After a relatively mild December, the eastern U.S. might be in for a chilly wake up call late next week, when cold, Arctic air is forecast to plunge south in true winter fashion. Many locations along the Eastern Seaboard will be facing their coldest temperatures of the season so far, and bitterly cold wind chills.

We’ve known for a couple of weeks now that the weather pattern over the U.S. was going to take a wintry shift in early January, transitioning from above average temperatures to bitter cold across much of the eastern U.S. Though it’s still a week away and hard to pin down exactly how cold it might get, forecast models are beginning to paint a picture of next week’s Arctic blast, and the magnitude of the chill appears large enough to warrant a discussion.

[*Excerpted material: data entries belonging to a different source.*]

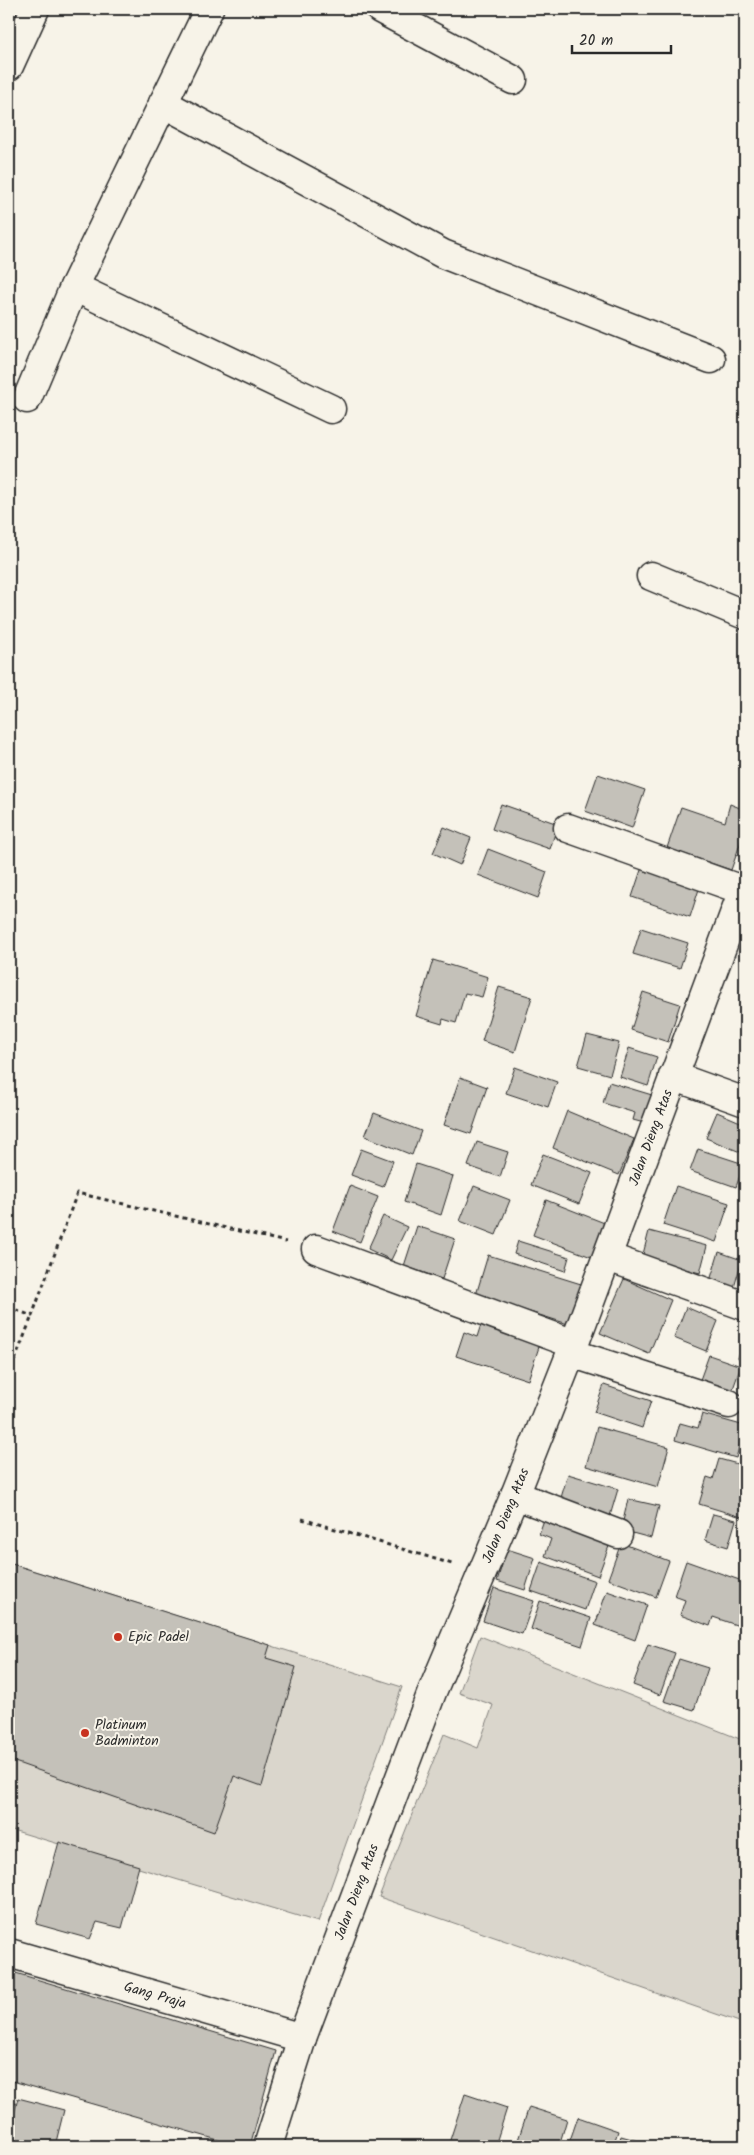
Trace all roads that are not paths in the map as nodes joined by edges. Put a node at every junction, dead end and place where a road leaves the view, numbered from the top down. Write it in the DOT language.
graph roads {
  1 [pos="35,9"];
  2 [pos="209,9"];
  3 [pos="380,9"];
  4 [pos="9,66"];
  5 [pos="513,80"];
  6 [pos="163,103"];
  7 [pos="74,287"];
  8 [pos="711,360"];
  9 [pos="27,399"];
  10 [pos="331,409"];
  11 [pos="651,576"];
  12 [pos="745,615"];
  13 [pos="568,828"];
  14 [pos="745,889"];
  15 [pos="673,1076"];
  16 [pos="745,1102"];
  17 [pos="316,1249"];
  18 [pos="608,1257"];
  19 [pos="745,1306"];
  20 [pos="573,1349"];
  21 [pos="729,1404"];
  22 [pos="516,1495"];
  23 [pos="618,1534"];
  24 [pos="9,1953"];
  25 [pos="302,2038"];
  26 [pos="268,2146"];
  1 -- 4 [label="street"];
  2 -- 6 [label="street"];
  3 -- 5 [label="street"];
  6 -- 7 [label="street"];
  6 -- 8 [label="street"];
  7 -- 9 [label="street"];
  7 -- 10 [label="street"];
  11 -- 12 [label="street"];
  13 -- 14 [label="street"];
  14 -- 15 [label="street, Jalan Dieng Atas"];
  15 -- 16 [label="street"];
  15 -- 18 [label="street, Jalan Dieng Atas"];
  17 -- 20 [label="street"];
  18 -- 19 [label="street"];
  18 -- 20 [label="street, Jalan Dieng Atas"];
  20 -- 21 [label="street"];
  20 -- 22 [label="street, Jalan Dieng Atas"];
  22 -- 23 [label="street"];
  22 -- 25 [label="street, Jalan Dieng Atas"];
  24 -- 25 [label="street, Gang Praja"];
  25 -- 26 [label="street, Jalan Dieng Atas"];
}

The jet stream is forecast to take a deep dive into the Lower 48 starting Tuesday, which will pump cold air south starting in the northern Plains and Upper Midwest. The chill spreads south and east quickly, bringing temperatures anywhere from 15 to 40 degrees below average to much of the eastern U.S. by Thursday morning.

The Midwest will likely endure the worst of the cold, when temperatures could be running up to 20 to 40 degrees below average on Wednesday and Thursday.

After Saturday’s forecast high of 35 degrees, Chicago likely won’t pull itself above the freezing mark through the rest of the week. The National Weather Service is forecasting just eight degrees on Wednesday, after a high of nine degrees on Monday for the city. The forecast high in Minneapolis on Wednesday is a teeth-chattering zero degrees.

In Washington, D.C., highs might not break the 30-degree mark on Wednesday or Thursday as the cold front reaches the Eastern Seaboard. Thursday morning lows will probably be in the teens around D.C., and possibly in the single digits in its cooler suburbs. With winds around 15 mph, the temperature will feel more like zero. The Weather Underground forecast for Washington, D.C., shows the wind chill diving below the freezing mark on Monday, not to return to above-freezing until the following Sunday.

Reagan-National Airport hasn’t recorded a low below 20 degrees since March 4, 2014. The lowest temperature so far this season was 22 degrees on Nov. 19. December’s lowest temperature was 29 degrees on the 31st.

Highs around Boston might be hard pressed to climb out of the single digits on Thursday — also the coldest temperatures of the season for the location.